== WHAT TO PRODUCE ==
Do any lines in the data below contain "that"? If so, copy every one of them.

== THE DATA ==
==*==

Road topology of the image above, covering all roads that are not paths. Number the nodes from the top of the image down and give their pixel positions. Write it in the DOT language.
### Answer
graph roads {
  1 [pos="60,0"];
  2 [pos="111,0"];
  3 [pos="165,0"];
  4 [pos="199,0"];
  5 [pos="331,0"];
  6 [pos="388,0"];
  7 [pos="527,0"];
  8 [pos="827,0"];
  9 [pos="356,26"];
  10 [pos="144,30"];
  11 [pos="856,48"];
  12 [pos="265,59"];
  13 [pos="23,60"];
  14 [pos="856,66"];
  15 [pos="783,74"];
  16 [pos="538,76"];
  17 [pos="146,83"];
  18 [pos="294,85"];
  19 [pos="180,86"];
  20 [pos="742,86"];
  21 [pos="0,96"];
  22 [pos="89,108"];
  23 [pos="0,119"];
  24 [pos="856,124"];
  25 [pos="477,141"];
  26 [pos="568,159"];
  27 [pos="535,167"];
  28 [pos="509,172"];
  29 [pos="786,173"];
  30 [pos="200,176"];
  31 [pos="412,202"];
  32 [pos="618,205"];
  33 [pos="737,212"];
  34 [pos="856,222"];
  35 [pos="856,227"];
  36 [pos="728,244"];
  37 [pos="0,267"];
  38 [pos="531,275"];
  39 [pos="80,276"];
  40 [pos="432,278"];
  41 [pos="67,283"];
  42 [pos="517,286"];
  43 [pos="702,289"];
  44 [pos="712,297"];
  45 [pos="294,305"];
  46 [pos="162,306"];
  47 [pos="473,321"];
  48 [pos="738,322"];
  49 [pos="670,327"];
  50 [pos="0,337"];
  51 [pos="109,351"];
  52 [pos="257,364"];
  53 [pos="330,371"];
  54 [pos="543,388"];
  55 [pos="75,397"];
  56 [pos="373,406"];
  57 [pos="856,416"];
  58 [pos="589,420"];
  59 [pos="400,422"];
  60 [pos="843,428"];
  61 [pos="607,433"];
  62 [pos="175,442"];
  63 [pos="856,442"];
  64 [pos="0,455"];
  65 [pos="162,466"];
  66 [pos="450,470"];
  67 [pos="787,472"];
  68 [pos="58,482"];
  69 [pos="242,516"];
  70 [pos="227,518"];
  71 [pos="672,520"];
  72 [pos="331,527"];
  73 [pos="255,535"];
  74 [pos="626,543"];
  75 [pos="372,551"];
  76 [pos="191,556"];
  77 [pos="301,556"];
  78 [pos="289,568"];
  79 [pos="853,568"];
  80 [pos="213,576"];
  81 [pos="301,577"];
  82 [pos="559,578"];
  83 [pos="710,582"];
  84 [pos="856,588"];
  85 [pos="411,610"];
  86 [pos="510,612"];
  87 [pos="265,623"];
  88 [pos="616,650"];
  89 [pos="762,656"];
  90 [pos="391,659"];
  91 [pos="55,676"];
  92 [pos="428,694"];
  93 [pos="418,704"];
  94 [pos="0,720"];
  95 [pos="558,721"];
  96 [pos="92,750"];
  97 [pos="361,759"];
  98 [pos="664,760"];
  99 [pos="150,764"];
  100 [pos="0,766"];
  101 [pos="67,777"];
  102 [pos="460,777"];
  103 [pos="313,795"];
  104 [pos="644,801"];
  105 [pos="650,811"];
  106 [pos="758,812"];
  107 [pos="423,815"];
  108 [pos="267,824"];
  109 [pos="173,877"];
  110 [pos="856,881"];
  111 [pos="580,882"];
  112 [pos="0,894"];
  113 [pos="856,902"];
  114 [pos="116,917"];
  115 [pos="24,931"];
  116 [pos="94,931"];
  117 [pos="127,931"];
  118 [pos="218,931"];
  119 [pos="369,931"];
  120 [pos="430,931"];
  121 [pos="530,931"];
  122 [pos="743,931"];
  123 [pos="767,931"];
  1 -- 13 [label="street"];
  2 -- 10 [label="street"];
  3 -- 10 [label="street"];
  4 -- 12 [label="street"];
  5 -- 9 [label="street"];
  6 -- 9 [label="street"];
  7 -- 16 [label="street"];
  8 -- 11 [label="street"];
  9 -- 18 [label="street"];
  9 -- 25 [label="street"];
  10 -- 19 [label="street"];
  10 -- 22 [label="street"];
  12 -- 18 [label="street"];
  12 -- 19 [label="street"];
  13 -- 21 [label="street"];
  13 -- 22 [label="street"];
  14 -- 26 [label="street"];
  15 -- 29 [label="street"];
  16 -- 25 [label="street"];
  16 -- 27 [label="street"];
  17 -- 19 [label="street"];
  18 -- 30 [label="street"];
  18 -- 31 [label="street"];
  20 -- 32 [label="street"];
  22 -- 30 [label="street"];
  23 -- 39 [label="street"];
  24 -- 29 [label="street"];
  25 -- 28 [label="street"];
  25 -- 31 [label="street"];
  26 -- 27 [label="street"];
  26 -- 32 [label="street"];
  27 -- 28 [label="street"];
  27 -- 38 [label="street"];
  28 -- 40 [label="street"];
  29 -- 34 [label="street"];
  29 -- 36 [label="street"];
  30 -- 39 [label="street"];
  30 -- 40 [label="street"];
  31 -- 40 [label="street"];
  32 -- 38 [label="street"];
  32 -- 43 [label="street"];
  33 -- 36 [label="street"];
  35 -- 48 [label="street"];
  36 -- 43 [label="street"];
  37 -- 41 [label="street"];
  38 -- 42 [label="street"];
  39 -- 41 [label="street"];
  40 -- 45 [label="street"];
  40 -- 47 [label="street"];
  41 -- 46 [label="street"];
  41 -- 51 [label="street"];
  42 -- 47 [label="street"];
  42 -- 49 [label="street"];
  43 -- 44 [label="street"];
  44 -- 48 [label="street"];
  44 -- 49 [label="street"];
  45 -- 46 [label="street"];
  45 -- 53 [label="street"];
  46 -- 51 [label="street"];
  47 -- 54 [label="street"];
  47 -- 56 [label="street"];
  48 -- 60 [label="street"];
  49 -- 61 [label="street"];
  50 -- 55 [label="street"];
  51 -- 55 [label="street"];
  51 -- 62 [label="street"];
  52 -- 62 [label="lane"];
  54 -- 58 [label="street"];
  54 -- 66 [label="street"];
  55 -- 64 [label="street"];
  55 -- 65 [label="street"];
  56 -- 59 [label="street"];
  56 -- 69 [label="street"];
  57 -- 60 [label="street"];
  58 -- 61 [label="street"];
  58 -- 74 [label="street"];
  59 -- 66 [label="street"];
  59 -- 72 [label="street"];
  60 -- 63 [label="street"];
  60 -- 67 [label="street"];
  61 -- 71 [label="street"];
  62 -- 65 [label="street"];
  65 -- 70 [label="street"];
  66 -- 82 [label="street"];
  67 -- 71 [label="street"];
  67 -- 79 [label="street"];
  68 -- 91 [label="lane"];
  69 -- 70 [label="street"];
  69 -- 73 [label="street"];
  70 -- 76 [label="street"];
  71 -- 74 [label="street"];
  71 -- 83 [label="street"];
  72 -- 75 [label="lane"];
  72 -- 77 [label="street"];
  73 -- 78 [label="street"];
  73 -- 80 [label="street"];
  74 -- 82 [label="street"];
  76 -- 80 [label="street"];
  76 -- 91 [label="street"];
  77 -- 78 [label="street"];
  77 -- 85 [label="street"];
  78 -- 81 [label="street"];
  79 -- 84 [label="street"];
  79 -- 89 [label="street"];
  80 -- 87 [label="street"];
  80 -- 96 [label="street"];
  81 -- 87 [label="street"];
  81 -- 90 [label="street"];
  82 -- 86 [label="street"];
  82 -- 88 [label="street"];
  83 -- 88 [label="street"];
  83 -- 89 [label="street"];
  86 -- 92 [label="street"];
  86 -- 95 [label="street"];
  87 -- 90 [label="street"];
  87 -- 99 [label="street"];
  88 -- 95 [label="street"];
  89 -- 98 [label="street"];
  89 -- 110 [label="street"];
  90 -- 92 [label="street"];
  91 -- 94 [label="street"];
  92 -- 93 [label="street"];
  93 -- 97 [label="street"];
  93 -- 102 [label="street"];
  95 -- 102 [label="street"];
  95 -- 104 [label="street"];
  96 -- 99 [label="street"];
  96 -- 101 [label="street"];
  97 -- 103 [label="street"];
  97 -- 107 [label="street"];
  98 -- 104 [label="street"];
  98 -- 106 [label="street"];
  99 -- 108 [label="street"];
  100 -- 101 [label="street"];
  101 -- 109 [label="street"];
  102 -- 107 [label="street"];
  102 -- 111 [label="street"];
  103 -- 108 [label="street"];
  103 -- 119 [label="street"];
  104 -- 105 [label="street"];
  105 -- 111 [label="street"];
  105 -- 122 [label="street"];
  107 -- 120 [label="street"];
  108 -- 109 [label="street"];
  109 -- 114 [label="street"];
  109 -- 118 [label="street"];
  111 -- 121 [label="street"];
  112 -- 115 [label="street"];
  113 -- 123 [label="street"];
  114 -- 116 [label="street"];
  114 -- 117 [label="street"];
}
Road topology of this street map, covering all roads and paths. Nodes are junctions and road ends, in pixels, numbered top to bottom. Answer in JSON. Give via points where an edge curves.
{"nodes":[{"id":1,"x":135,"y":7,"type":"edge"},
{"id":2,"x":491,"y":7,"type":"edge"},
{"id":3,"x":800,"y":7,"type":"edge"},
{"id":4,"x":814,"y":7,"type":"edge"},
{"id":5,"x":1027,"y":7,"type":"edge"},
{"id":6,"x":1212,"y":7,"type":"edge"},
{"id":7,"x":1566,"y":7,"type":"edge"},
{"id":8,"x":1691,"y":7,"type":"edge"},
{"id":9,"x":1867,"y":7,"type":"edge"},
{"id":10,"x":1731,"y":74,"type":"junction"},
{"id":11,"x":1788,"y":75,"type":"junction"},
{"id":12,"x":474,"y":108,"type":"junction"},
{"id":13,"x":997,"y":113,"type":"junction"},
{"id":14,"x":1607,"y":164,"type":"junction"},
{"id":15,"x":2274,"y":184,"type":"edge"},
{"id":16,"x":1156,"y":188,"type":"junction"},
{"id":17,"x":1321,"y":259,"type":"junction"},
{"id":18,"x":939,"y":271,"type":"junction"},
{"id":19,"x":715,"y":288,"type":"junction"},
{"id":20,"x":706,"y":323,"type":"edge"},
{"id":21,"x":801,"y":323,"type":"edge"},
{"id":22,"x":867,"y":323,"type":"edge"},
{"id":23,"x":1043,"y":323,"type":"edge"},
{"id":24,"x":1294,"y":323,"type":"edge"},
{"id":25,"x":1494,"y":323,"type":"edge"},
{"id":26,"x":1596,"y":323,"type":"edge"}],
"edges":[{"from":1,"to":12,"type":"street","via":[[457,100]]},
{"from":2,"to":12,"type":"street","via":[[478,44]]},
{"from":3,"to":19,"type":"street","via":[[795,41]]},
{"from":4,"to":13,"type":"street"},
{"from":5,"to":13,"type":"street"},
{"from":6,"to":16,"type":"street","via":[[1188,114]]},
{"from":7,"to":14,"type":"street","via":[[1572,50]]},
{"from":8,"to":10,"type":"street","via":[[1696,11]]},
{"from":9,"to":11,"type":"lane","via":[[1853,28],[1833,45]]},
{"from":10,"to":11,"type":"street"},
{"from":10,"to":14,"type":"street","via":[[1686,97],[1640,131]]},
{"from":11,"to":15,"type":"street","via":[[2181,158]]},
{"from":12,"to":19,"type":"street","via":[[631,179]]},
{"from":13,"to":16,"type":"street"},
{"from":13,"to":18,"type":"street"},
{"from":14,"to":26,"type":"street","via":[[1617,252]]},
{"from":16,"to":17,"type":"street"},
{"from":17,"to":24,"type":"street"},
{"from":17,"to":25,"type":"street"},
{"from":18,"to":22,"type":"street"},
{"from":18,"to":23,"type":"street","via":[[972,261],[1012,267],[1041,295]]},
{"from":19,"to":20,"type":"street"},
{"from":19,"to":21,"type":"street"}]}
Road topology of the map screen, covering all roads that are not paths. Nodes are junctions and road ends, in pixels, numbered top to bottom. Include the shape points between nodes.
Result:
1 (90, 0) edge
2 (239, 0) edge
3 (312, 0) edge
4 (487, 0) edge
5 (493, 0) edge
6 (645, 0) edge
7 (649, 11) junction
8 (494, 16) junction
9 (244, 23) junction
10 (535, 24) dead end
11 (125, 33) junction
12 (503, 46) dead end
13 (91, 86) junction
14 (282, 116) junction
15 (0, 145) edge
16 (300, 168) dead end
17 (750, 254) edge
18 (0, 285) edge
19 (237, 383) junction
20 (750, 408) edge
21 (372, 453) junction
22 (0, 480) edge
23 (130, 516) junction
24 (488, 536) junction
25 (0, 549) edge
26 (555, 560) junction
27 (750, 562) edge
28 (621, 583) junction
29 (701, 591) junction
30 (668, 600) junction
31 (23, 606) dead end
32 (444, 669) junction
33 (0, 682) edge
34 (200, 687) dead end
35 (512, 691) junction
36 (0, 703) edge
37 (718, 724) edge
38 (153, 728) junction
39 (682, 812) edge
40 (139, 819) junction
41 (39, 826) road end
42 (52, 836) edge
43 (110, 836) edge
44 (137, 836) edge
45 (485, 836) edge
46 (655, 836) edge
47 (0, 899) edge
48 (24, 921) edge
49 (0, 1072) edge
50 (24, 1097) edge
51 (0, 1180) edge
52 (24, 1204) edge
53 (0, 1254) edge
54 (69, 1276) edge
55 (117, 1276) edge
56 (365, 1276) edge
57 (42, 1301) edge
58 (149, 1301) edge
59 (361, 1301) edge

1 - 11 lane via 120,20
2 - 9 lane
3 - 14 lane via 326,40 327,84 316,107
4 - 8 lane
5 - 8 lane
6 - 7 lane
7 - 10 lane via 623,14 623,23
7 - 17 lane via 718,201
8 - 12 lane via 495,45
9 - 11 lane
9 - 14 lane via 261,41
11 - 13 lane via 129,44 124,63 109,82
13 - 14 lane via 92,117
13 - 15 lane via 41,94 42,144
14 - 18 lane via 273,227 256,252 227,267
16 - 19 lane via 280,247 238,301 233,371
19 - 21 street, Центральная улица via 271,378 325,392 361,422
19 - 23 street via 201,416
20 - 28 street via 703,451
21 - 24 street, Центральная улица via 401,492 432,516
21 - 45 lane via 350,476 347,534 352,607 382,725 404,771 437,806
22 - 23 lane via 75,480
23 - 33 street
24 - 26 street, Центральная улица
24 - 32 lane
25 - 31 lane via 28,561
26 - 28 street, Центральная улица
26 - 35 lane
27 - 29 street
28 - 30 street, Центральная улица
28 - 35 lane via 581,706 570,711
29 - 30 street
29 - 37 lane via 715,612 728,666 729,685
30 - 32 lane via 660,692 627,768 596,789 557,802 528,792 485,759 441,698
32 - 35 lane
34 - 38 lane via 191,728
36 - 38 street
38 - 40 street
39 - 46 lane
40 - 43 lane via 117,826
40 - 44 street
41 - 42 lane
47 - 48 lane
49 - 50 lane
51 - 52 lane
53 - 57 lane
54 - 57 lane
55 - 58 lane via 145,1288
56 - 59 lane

==*==

== RESPONSE TO THE TASK ==
Road topology of the image above, covering all roads that are not paths. Number the nodes from the top of the image down and give their pixel positions. Write it in the DOT language.
Road topology of the map screen, covering all roads that are not paths. Nodes are junctions and road ends, in pixels, numbered top to bottom. Include the shape points between nodes.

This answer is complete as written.